Saved entries:

######

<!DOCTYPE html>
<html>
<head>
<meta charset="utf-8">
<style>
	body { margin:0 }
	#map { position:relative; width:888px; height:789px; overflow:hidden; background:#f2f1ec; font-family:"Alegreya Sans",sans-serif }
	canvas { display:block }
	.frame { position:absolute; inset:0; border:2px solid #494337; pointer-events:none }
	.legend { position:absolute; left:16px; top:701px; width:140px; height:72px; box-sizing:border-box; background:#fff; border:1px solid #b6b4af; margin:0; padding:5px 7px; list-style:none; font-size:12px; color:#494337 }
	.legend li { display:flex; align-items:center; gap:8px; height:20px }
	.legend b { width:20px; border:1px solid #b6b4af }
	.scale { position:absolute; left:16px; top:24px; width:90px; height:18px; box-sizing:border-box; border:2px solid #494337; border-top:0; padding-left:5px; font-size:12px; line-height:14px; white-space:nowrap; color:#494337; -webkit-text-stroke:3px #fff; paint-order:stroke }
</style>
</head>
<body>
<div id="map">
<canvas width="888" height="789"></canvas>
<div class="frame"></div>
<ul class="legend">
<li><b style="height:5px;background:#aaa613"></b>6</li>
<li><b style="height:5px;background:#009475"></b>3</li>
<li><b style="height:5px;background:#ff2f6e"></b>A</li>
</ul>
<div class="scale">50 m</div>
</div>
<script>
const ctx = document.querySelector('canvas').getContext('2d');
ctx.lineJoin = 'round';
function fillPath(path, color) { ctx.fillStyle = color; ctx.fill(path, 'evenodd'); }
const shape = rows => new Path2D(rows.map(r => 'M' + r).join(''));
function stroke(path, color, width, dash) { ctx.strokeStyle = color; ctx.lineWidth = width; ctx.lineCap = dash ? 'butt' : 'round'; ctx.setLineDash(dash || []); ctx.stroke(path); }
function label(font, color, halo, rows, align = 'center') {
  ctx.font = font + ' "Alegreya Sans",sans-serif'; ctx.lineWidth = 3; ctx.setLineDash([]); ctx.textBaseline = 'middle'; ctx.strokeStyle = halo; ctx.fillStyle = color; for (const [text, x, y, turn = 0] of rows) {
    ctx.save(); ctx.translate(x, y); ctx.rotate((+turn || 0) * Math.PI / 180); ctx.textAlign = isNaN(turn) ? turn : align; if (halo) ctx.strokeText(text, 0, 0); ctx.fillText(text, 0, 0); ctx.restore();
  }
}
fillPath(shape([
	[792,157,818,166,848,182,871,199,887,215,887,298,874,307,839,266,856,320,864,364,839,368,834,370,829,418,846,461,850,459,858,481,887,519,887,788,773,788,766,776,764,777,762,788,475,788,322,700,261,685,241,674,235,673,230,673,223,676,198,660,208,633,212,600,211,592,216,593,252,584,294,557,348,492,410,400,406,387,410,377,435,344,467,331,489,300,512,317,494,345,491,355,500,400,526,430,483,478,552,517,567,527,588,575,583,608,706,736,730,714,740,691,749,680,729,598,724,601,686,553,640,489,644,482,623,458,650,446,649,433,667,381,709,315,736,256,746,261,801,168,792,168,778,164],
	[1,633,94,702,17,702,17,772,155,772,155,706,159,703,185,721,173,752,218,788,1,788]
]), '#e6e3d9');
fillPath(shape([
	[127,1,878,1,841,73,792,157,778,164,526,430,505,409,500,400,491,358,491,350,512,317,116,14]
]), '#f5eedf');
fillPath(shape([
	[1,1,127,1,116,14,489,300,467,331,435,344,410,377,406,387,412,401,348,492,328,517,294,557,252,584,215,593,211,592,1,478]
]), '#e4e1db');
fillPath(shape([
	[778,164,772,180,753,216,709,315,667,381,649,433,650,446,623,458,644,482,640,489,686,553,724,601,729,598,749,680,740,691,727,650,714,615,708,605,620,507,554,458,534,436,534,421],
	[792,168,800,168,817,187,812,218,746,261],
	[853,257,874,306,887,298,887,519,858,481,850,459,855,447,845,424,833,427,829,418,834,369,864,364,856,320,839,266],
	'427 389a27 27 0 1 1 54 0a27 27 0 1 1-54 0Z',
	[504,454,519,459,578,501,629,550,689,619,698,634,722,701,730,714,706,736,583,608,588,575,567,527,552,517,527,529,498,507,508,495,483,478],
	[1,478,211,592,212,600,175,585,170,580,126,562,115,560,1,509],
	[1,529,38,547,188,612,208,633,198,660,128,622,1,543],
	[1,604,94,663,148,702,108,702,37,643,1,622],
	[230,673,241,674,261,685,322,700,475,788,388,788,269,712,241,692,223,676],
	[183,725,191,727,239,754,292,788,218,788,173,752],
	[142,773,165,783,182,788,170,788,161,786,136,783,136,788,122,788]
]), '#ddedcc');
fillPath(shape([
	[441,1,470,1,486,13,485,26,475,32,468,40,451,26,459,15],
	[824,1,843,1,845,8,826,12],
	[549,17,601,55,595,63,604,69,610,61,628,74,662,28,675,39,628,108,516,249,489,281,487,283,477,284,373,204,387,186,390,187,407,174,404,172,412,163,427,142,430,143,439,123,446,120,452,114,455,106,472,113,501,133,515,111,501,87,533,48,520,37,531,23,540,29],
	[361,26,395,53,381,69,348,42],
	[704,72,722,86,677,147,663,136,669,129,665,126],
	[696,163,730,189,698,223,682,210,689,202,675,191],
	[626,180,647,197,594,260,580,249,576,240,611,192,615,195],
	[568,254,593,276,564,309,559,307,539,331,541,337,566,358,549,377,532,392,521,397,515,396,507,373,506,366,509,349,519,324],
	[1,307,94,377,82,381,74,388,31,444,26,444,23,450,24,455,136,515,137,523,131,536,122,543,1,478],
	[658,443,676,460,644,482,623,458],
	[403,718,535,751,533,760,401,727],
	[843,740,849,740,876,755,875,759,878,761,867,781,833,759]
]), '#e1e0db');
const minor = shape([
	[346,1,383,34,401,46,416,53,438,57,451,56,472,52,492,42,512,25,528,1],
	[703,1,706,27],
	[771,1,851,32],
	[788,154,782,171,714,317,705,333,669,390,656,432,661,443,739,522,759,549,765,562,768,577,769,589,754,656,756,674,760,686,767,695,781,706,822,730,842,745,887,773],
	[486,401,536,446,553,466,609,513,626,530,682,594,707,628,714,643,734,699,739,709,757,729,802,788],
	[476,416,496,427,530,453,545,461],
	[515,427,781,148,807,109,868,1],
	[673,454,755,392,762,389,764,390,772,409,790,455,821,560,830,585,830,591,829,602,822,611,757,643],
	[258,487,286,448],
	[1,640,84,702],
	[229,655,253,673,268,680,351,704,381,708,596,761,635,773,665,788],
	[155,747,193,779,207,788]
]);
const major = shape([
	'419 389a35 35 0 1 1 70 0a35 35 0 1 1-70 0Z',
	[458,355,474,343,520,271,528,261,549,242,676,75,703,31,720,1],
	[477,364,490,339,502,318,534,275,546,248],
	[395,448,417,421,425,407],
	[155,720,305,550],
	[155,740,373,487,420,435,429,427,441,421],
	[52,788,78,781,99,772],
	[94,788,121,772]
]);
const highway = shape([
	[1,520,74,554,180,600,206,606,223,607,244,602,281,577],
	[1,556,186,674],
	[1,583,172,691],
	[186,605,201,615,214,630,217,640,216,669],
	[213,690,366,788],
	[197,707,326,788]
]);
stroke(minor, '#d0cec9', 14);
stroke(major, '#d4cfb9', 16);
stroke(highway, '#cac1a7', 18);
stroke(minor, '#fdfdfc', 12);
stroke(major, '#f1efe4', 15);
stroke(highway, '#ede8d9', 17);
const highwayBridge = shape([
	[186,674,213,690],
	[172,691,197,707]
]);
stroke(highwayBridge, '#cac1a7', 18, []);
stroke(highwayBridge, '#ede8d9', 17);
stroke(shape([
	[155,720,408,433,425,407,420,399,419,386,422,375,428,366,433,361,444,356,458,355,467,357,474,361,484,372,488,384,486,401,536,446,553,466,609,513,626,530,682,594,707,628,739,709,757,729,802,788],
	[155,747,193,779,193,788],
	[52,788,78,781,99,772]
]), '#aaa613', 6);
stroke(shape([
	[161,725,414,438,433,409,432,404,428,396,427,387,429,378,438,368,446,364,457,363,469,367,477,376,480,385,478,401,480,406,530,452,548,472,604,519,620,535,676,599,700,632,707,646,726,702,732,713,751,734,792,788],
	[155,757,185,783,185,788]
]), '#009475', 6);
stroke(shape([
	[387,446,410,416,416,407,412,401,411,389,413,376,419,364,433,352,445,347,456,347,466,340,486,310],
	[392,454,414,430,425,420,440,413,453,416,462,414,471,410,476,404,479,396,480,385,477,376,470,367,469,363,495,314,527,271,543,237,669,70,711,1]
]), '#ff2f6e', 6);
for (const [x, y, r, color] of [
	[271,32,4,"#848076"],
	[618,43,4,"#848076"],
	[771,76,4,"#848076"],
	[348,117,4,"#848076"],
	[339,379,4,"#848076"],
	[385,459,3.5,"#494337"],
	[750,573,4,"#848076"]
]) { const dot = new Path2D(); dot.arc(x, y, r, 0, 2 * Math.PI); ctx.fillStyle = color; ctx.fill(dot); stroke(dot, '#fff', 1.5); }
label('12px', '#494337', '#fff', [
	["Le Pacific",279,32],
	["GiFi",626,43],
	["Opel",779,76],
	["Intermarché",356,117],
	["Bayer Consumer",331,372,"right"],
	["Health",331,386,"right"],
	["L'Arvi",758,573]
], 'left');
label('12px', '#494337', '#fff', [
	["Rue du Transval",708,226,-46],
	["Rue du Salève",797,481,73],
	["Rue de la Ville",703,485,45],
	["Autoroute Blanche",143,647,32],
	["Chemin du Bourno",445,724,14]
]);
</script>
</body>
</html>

######

Task description: Each line in the records that carries "align" must be copied out.

Worked solution:
	.legend li { display:flex; align-items:center; gap:8px; height:20px }
function label(font, color, halo, rows, align = 'center') {
    ctx.save(); ctx.translate(x, y); ctx.rotate((+turn || 0) * Math.PI / 180); ctx.textAlign = isNaN(turn) ? turn : align; if (halo) ctx.strokeText(text, 0, 0); ctx.fillText(text, 0, 0); ctx.restore();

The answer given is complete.